To find the true velocity of the rain, we need to break down the problem using vector addition.

Let's consider two vectors:
1. The velocity of the man relative to the ground, denoted as Vm.
2. The velocity of the rain relative to the ground, denoted as Vr.

When the man is walking at 15 km/h, the rain appears to fall at a 45-degree angle to the vertical. This means that the vertical component of the rain's velocity is equal to the man's velocity, Vm.

Now, when the man increases his speed to 20 km/h, the rain appears to fall at a 30-degree angle to the vertical. Let's denote the angle between Vr and the vertical as θ. In this case, the vertical component of Vr can be calculated as Vr * cos(θ).

We know that the horizontal component of the rain's velocity remains the same (since it's not affected by the man's motion), so let's denote it as Vr(H).

Now, we can set up the equations:

Equation 1: Vm = Vr (since the vertical component of the rain's velocity appears to be the same as the man's velocity)

Equation 2: Vm = Vr * cos(θ) (since the vertical component of the rain's velocity is Vr * cos(θ))
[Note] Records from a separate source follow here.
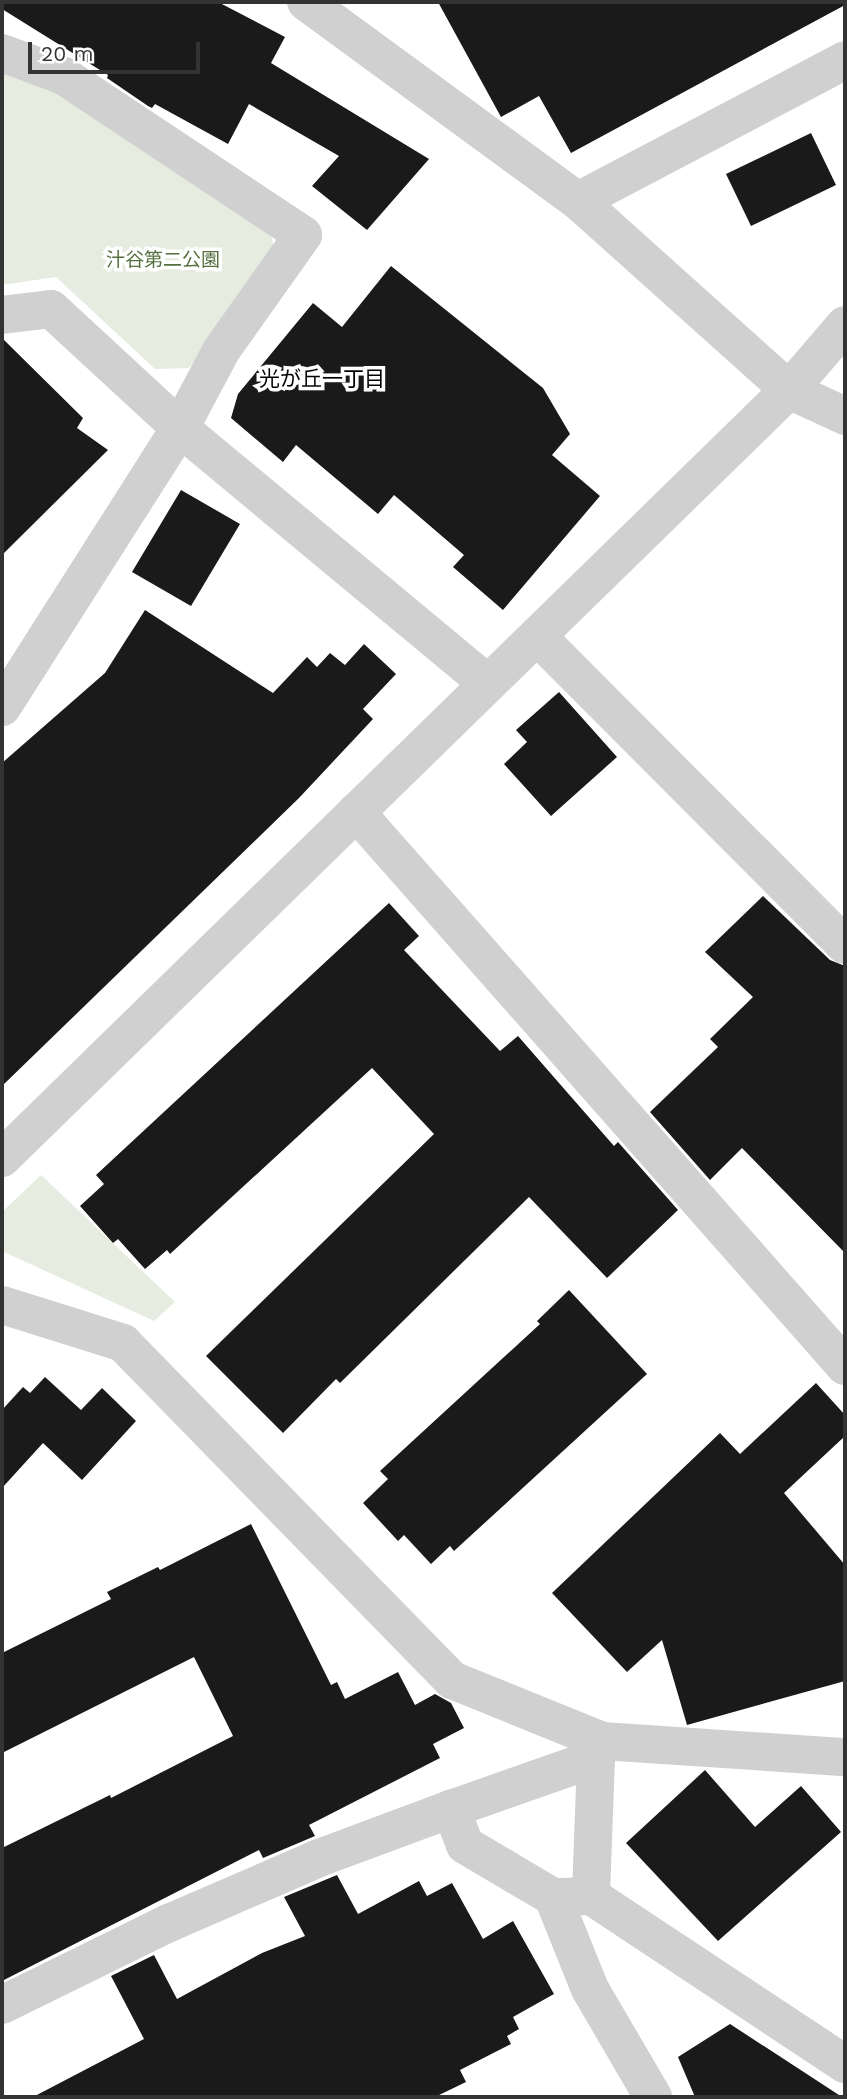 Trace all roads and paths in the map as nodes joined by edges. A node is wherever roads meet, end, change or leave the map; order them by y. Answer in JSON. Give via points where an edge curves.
{"nodes":[{"id":1,"x":306,"y":2,"type":"edge"},
{"id":2,"x":2,"y":53,"type":"edge"},
{"id":3,"x":845,"y":60,"type":"edge"},
{"id":4,"x":578,"y":201,"type":"junction"},
{"id":5,"x":2,"y":315,"type":"edge"},
{"id":6,"x":845,"y":325,"type":"edge"},
{"id":7,"x":789,"y":390,"type":"junction"},
{"id":8,"x":845,"y":416,"type":"edge"},
{"id":9,"x":180,"y":428,"type":"junction"},
{"id":10,"x":537,"y":636,"type":"junction"},
{"id":11,"x":488,"y":684,"type":"junction"},
{"id":12,"x":2,"y":707,"type":"edge"},
{"id":13,"x":356,"y":812,"type":"junction"},
{"id":14,"x":845,"y":946,"type":"edge"},
{"id":15,"x":2,"y":1158,"type":"edge"},
{"id":16,"x":2,"y":1305,"type":"edge"},
{"id":17,"x":845,"y":1366,"type":"edge"},
{"id":18,"x":599,"y":1749,"type":"junction"},
{"id":19,"x":845,"y":1757,"type":"edge"},
{"id":20,"x":451,"y":1809,"type":"junction"},
{"id":21,"x":591,"y":1896,"type":"junction"},
{"id":22,"x":553,"y":1897,"type":"junction"},
{"id":23,"x":2,"y":2005,"type":"edge"},
{"id":24,"x":845,"y":2064,"type":"edge"},
{"id":25,"x":653,"y":2097,"type":"edge"}],
"edges":[{"from":1,"to":4,"type":"street"},
{"from":2,"to":9,"type":"street","via":[[64,76],[303,235],[221,351]]},
{"from":3,"to":4,"type":"street"},
{"from":4,"to":7,"type":"street"},
{"from":5,"to":9,"type":"street","via":[[51,309]]},
{"from":6,"to":7,"type":"street"},
{"from":7,"to":8,"type":"street"},
{"from":7,"to":10,"type":"street"},
{"from":9,"to":11,"type":"street"},
{"from":9,"to":12,"type":"street"},
{"from":10,"to":11,"type":"street"},
{"from":10,"to":14,"type":"street"},
{"from":11,"to":13,"type":"street"},
{"from":13,"to":15,"type":"street"},
{"from":13,"to":17,"type":"street"},
{"from":16,"to":18,"type":"street","via":[[123,1342],[452,1680]]},
{"from":18,"to":19,"type":"street"},
{"from":18,"to":20,"type":"street"},
{"from":18,"to":21,"type":"street"},
{"from":20,"to":22,"type":"street","via":[[465,1844]]},
{"from":20,"to":23,"type":"street","via":[[319,1857],[169,1923]]},
{"from":21,"to":22,"type":"street"},
{"from":21,"to":24,"type":"street"},
{"from":22,"to":25,"type":"street","via":[[590,1989]]}]}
From equation 1, we can substitute Vr with Vm in equation 2:

Vm = Vm * cos(θ)

Now, we solve for cos(θ):

cos(θ) = 1

Since cos(θ) = 1, this means that θ = 0 degrees, which implies that the vertical component of the rain's velocity is equal to the rain's overall velocity.

Therefore, the true velocity of the rain is equal to the man's velocity, which is 15 km/h.